House of the Mouse
The Walt Disney Company has endured a brutal month of negative publicity.
The Florida legislature passed the “Parental Rights in Education” bill — which the corporation and its allies spread lies about — followed by the leak of a company meeting showing executives openly promoting an agenda to incorporate transgender themes into Disney content.
The perfect culture war storm led Gov. Ron DeSantis and Republican allies to push back, including a controversial move late last week to strip Disney of its special “Reedy Creek Improvement District” status. Going back more than a half-century, this jurisdiction exempted Disney World from tax laws in exchange for building the Magic Kingdom on massive open land southwest of Orlando.
The populist right was ebullient, deeming DeSantis an intrepid fighter as he undeniably pursued a presidential run.
But was it a conservative or even beneficial move for the state? Or was it theatrical and provides only very short-term gain?
“Like liberals’ emotional reactions to school shootings, this smacks of doing something for no good reason,” a Republican consultant told me on background. “To me, it’s a rare mistake by DeSantis, who’s normally data-driven and careful.”
The Villages, Orlando International Airport, and Daytona International Speedway have similar exemptions, as do nearly 2,000 other entities across the Sunshine State.
Residents know it’s how Florida deals with unusual circumstances and keeps everyone’s taxes down. DeSantis’ maneuver may do the opposite. It’s not a conservative move; it’s Elizabeth Warren-style Jacobinism and will cause more bureaucracy and debt and shift massive burdens onto taxpayers.
As corporations get bullied by the totalitarian left — none of whom read the innocuous legislation — they should prepare for retaliation from the right.
But Team DeSantis and the Florida GOP already had won. They enacted popular legislation that responded to concerns of the base while also standing up to one of the largest employers in the state.
Like Major League Baseball’s odious debacle last spring in Atlanta, Disney took its vacuous shot at the Florida parental bill and got demolished.
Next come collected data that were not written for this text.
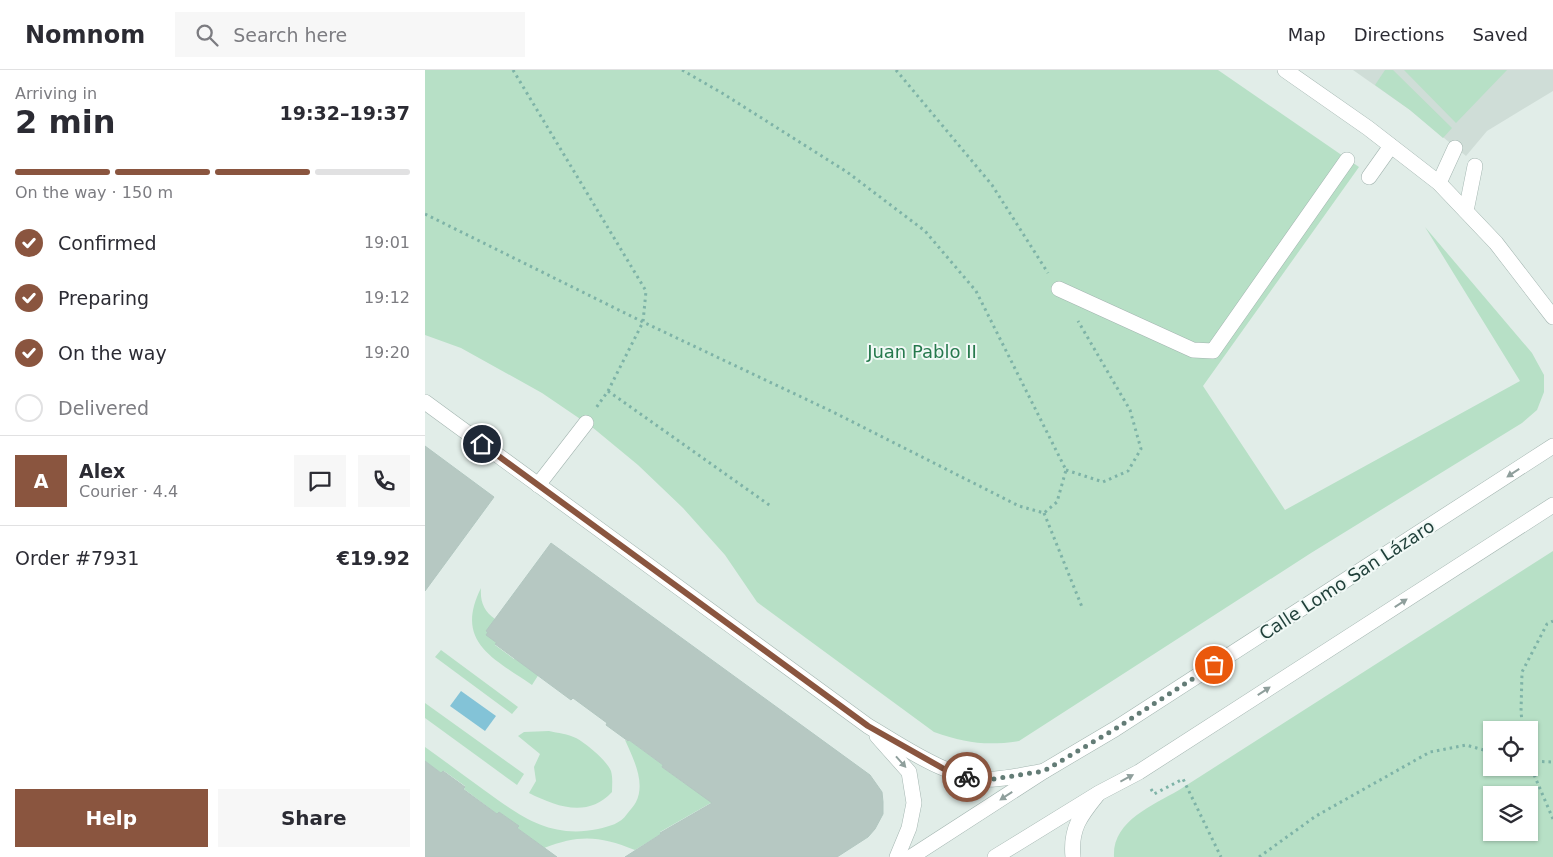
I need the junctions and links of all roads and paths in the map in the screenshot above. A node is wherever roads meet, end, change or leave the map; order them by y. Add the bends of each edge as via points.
1 (513, 70) edge
2 (682, 70) edge
3 (1285, 70) edge
4 (1391, 146) junction
5 (1455, 148) dead end
6 (1347, 160) dead end
7 (1475, 166) dead end
8 (1369, 177) dead end
9 (1439, 183) junction
10 (1466, 212) junction
11 (425, 214) edge
12 (1059, 289) dead end
13 (1553, 317) edge
14 (643, 322) junction
15 (608, 391) junction
16 (425, 402) edge
17 (586, 423) joint
18 (1553, 446) edge
19 (538, 485) junction
20 (1553, 505) edge
21 (772, 507) dead end
22 (1044, 513) junction
23 (1082, 607) dead end
24 (1553, 621) edge
25 (1522, 721) edge
26 (868, 726) junction
27 (1483, 750) edge
28 (1538, 762) edge
29 (1553, 762) edge
30 (1044, 771) junction
31 (1139, 772) junction
32 (1535, 776) edge
33 (1099, 792) junction
34 (1553, 819) edge
35 (897, 857) edge
36 (911, 857) edge
37 (995, 857) edge
38 (1073, 857) edge
39 (1221, 857) edge
40 (1259, 857) edge

1 - 14 path via 646,291
2 - 22 path via 847,172 925,231 976,290 1066,470 1057,502
3 - 4 street
4 - 8 street
4 - 9 street
5 - 9 street
6 - 12 street via 1213,351 1193,350
7 - 10 street
9 - 10 street
10 - 13 street via 1496,243
11 - 14 path
14 - 15 path
14 - 22 path via 833,412 1019,506
15 - 17 path
15 - 21 path
16 - 19 street
17 - 19 street
18 -> 30 street, Calle Lomo San Lázaro via 1123,724
19 - 26 street
31 -> 20 street
22 - 23 path
24 - 25 path via 1547,624 1522,672
26 - 30 street via 944,769 969,778 994,779
26 -> 35 street via 909,772 914,802 909,828
27 - 40 path via 1466,745 1430,752 1316,816
28 - 29 path
30 -> 36 street, Calle Lomo San Lázaro
33 -> 31 street
31 - 39 path via 1154,794 1183,778
32 - 34 path
33 - 37 street
33 - 38 street via 1079,818 1072,844

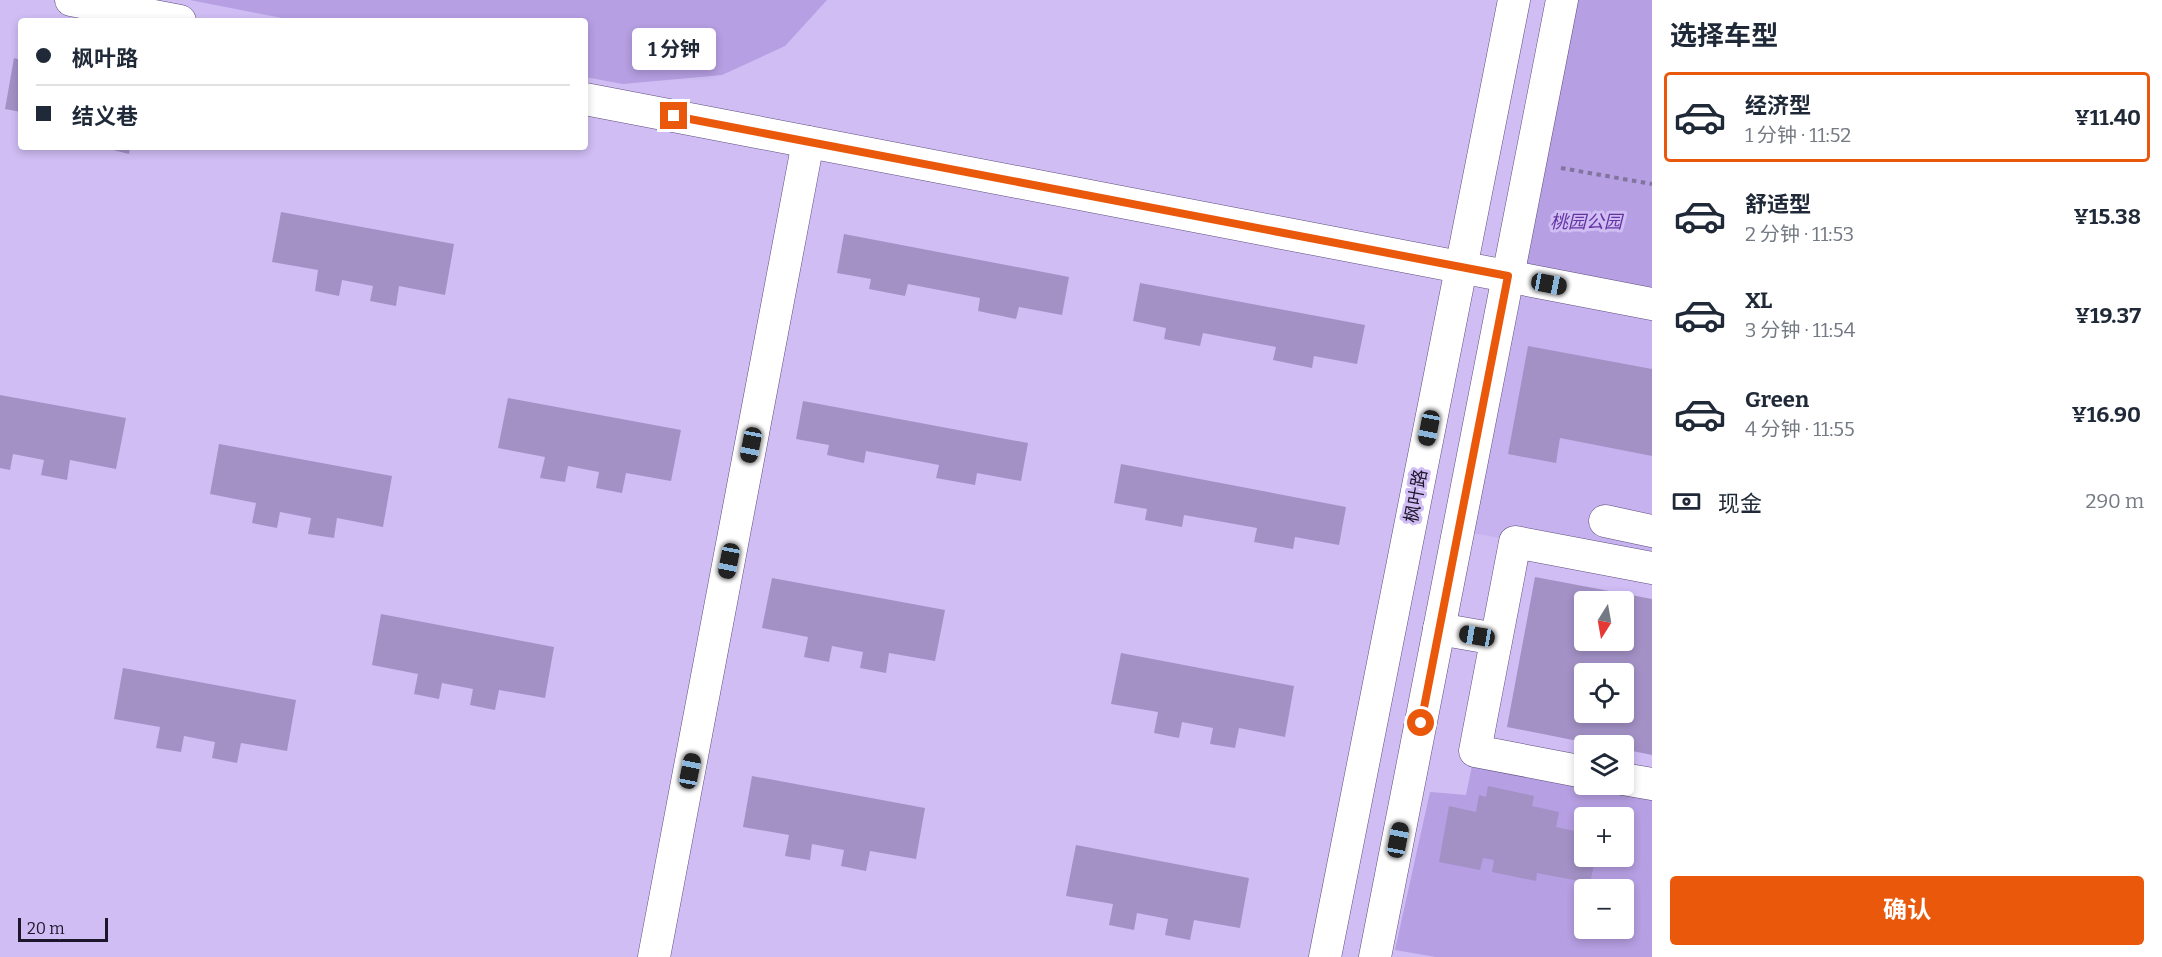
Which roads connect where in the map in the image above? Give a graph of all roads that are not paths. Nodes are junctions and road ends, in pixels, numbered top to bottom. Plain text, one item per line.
1 (71, 0) edge
2 (1514, 0) edge
3 (1562, 0) edge
4 (164, 18) edge
5 (588, 100) edge
6 (808, 142) junction
7 (1461, 267) junction
8 (1508, 276) junction
9 (1652, 304) edge
10 (1605, 521) dead end
11 (1652, 531) edge
12 (1652, 568) edge
13 (1439, 629) junction
14 (1496, 639) junction
15 (1574, 770) edge
16 (1634, 781) edge
17 (1652, 784) edge
18 (654, 957) edge
19 (1325, 957) edge
20 (1375, 957) edge

1 - 4 street
2 - 7 street, 枫叶路
3 - 8 street
5 - 6 street
6 - 7 street
6 - 18 street
7 - 8 street
7 - 19 street, 枫叶路
8 - 9 street
8 - 13 street
10 - 11 street
12 - 14 street
13 - 14 street
13 - 20 street
14 - 15 street
16 - 17 street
Why would DeSantis win a contested national issue and get suckered into a battle he can’t win just a few weeks later?
“A lot of voters think it will impose punishment and change corporate culture, but it won’t achieve what it proponents want,” Noah Rothman said on Monday’s Commentary Magazine podcast. “That creates sense of dissatisfaction with politics that’s ultimately self-defeating imbues a sense of fatalism in people who want to culture wars meted out through politics and legislative affairs.”
Those on cable news and talk radio defending the move argue that sticking it to Disney demonstrates the GOP is willing to fight. But again, DeSantis already fought Disney and won. This is not “fighting”; it’s a tantrum.
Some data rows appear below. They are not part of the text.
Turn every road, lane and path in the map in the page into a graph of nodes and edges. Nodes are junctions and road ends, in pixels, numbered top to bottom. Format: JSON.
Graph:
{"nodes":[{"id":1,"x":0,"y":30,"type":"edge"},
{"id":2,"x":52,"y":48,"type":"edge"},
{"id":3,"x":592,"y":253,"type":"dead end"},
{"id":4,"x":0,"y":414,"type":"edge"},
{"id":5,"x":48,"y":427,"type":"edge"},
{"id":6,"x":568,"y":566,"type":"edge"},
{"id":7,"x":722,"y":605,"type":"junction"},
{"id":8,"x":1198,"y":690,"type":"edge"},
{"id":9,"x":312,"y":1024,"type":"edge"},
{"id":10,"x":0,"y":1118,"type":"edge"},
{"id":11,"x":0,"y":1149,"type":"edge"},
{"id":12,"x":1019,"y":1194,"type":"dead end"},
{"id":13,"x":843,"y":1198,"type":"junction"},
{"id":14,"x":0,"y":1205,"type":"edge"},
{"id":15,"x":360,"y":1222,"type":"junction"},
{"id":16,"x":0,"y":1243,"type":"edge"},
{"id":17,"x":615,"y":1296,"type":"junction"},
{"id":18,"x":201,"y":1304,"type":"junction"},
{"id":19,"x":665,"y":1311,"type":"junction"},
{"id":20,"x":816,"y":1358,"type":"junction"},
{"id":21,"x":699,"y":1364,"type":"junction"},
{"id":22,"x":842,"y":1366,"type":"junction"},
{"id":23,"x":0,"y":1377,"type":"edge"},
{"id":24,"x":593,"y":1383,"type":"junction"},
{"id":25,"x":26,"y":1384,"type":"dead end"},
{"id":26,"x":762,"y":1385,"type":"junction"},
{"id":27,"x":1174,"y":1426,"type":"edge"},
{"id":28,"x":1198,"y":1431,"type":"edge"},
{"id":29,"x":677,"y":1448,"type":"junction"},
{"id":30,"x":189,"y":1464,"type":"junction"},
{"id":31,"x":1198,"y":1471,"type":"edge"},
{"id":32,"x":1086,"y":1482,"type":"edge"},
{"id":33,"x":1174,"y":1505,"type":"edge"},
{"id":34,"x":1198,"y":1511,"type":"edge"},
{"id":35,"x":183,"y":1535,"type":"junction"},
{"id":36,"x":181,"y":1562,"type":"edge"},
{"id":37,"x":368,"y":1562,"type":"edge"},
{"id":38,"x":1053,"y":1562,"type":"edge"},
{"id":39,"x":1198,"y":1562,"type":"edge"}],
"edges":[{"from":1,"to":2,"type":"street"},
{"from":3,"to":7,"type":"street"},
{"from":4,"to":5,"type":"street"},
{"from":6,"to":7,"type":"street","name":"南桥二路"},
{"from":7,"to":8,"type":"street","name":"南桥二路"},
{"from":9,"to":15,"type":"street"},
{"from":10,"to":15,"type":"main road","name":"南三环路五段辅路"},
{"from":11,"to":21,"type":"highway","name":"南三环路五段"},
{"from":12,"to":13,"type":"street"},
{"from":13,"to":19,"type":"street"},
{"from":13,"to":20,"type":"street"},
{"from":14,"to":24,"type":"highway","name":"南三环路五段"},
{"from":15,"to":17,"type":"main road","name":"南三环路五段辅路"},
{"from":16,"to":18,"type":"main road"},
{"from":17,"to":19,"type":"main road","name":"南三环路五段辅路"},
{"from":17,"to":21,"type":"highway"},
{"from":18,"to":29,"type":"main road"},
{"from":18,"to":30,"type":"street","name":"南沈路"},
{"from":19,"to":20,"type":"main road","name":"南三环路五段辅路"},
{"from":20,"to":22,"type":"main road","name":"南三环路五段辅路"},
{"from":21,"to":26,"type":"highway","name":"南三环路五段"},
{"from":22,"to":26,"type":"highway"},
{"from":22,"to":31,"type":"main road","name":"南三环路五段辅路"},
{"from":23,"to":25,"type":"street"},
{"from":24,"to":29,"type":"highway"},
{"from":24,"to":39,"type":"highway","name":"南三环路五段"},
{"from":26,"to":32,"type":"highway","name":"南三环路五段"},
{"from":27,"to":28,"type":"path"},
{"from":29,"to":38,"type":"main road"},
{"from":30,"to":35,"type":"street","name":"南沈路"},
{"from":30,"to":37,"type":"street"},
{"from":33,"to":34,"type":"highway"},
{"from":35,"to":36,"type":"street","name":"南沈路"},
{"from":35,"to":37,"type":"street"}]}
The normally populist Michael Brendan Dougherty agrees, noting, “I often feel that impulse to restore norms, but this substantively isn’t the right fight. Making someone hurt isn’t a good policy to attract voters. I think it backfires and helps the left.”
And as for tribalists who yell, “but we need to win,” Republicans are.
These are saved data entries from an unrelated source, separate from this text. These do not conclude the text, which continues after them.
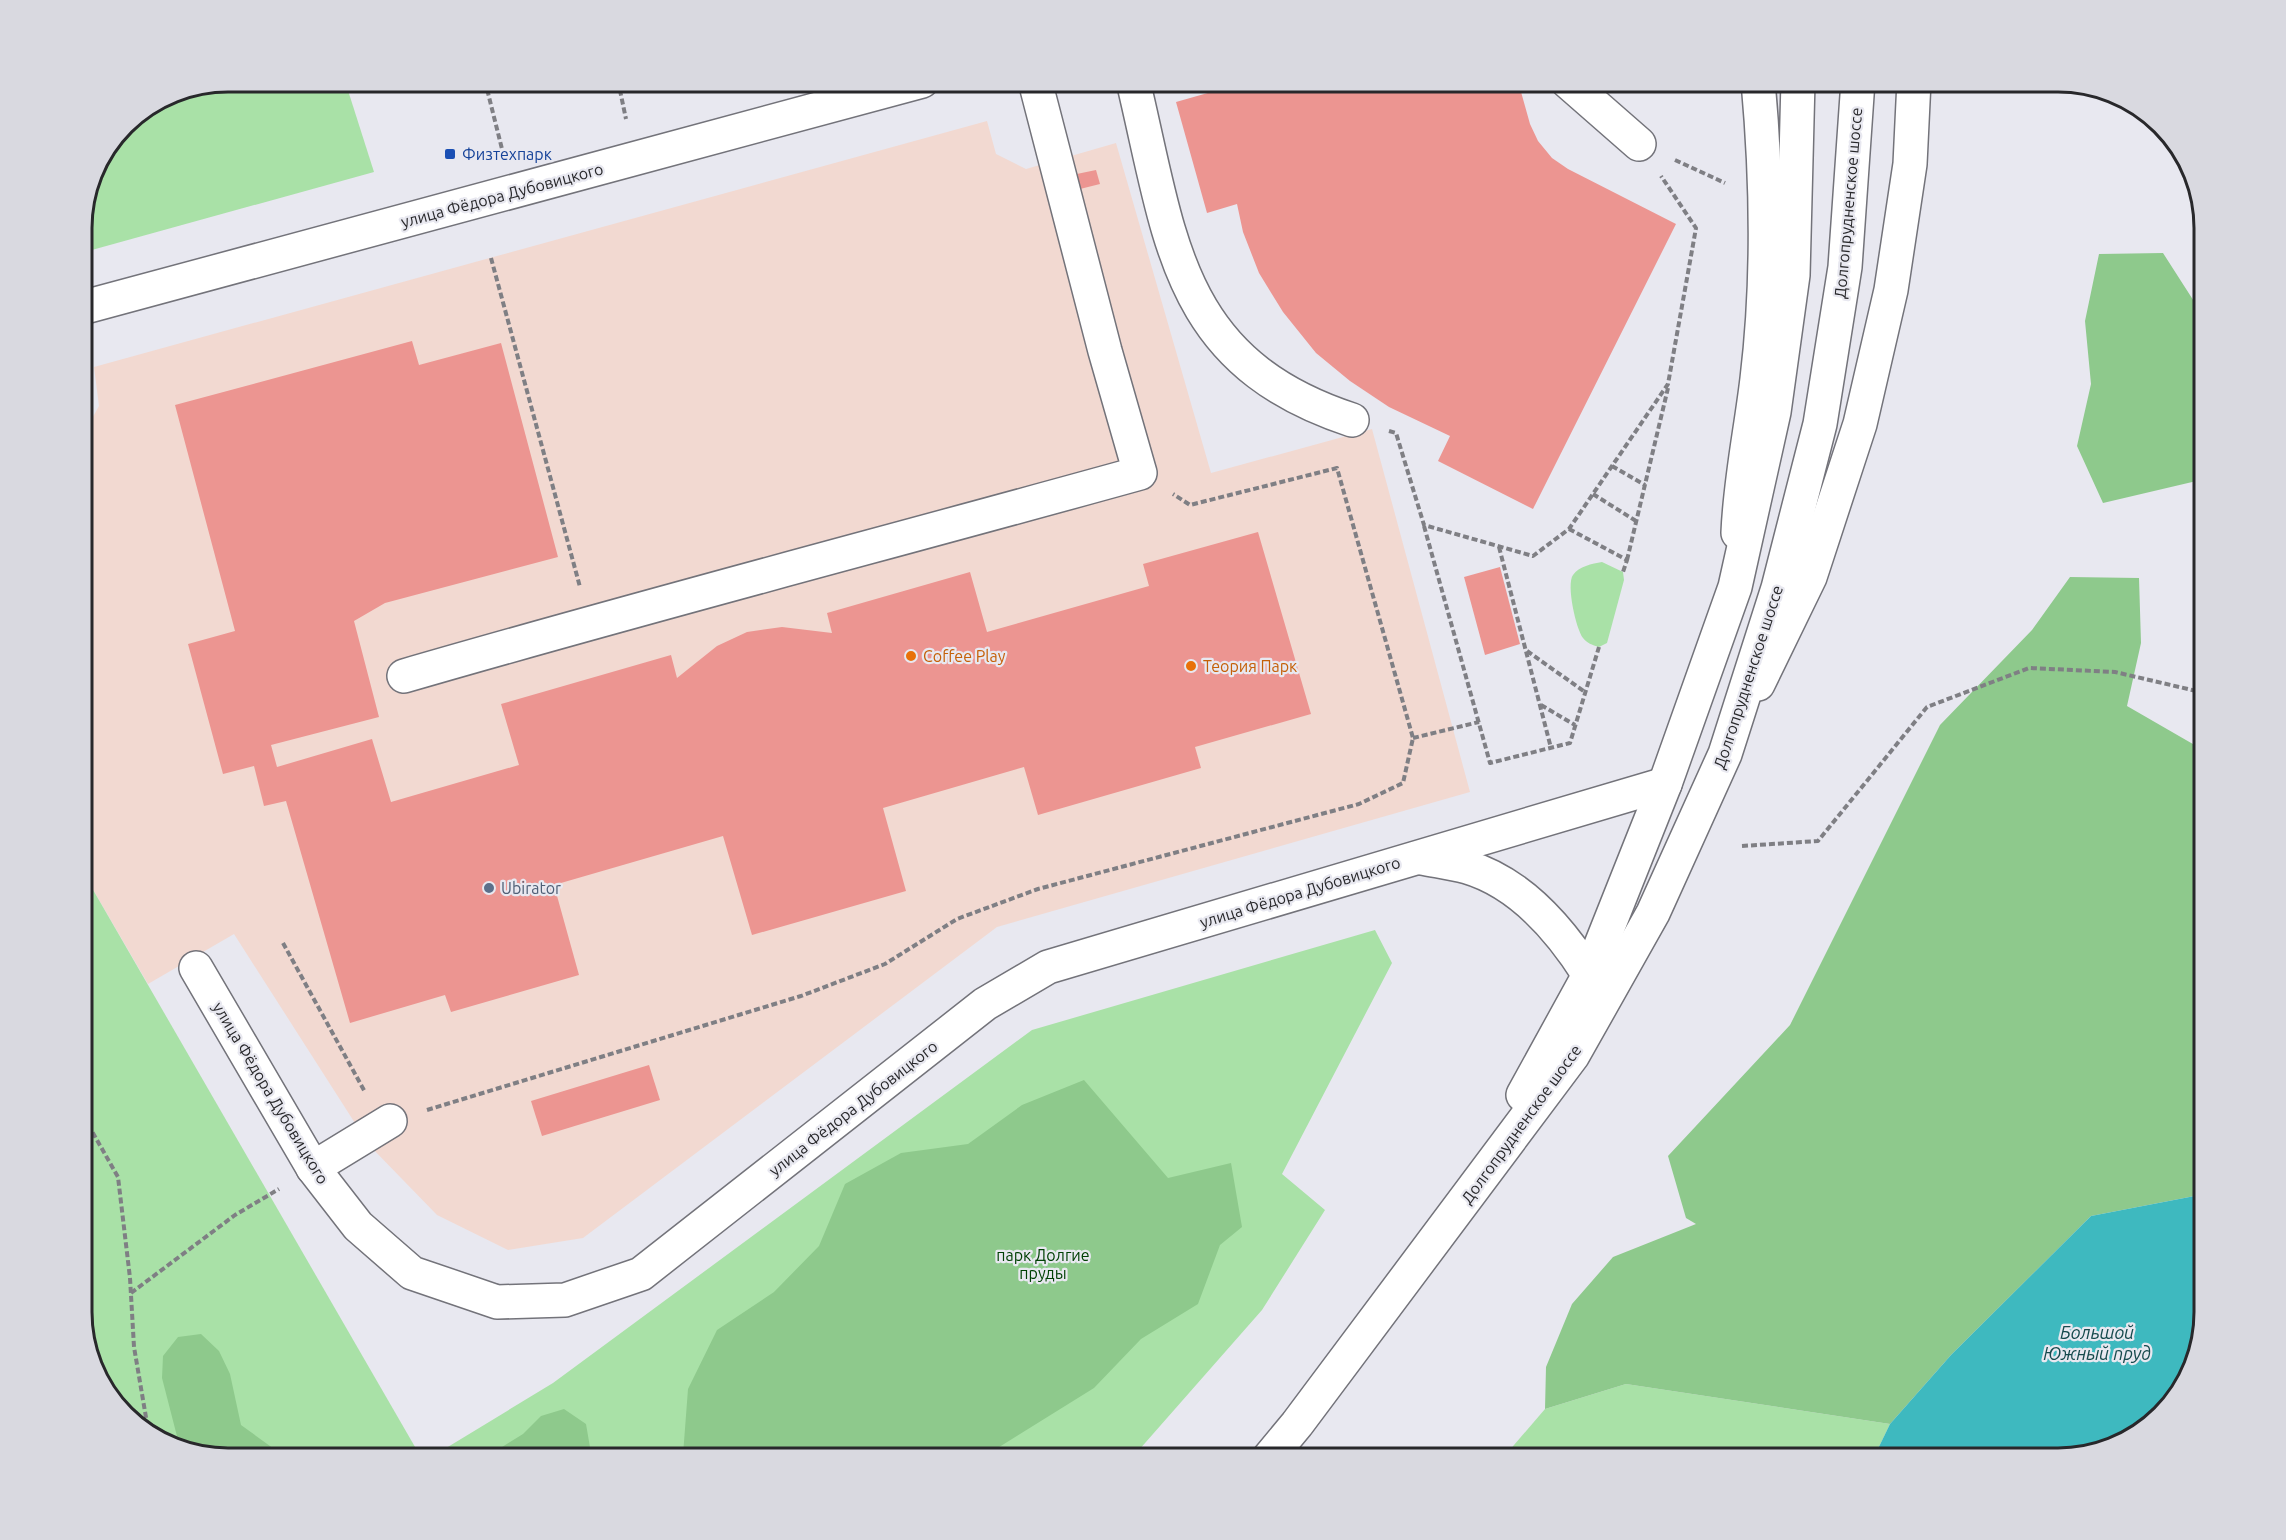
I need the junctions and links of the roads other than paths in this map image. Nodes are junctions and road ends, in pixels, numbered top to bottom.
1 (881, 92) edge
2 (1038, 92) edge
3 (1136, 92) edge
4 (1580, 92) edge
5 (1759, 92) edge
6 (1798, 92) edge
7 (1857, 92) edge
8 (1913, 92) edge
9 (1639, 144) road end
10 (92, 305) edge
11 (1352, 420) road end
12 (1735, 587) junction
13 (404, 676) dead end
14 (1725, 754) junction
15 (1665, 784) junction
16 (1417, 857) junction
17 (196, 968) dead end
18 (1589, 975) junction
19 (390, 1121) road end
20 (313, 1168) junction
21 (1460, 1209) junction
22 (1278, 1448) edge

1 - 10 street, улица Фёдора Дубовицкого
2 - 13 street
3 - 11 street
4 - 9 street
5 - 12 street
6 - 12 street, Долгопрудненское шоссе
7 - 14 street, Долгопрудненское шоссе
8 - 14 street
12 - 15 street, Долгопрудненское шоссе
14 - 21 street, Долгопрудненское шоссе
15 - 16 street, улица Фёдора Дубовицкого
15 - 18 street, Долгопрудненское шоссе
16 - 18 street
16 - 20 street, улица Фёдора Дубовицкого
17 - 20 street, улица Фёдора Дубовицкого
18 - 21 street, Долгопрудненское шоссе
19 - 20 street
21 - 22 street, Долгопрудненское шоссе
Florida recently passed a 15-week abortion ban. Georgia, Texas, and other red-state governors — like Iowa, Nebraska, Ohio, and South Dakota — continue to win culture war battles against Democrats.
Republicans are also winning at the Supreme Court.
More than half the states now allow concealed carry, whereas just 20 years ago, only one did.
Playing the victim and engaging in sideshows is less important than preparing for midterm elections, preserving the Second Amendment, overturning Roe v. Wade, pushing a robust foreign policy, and exposing Democrat failures.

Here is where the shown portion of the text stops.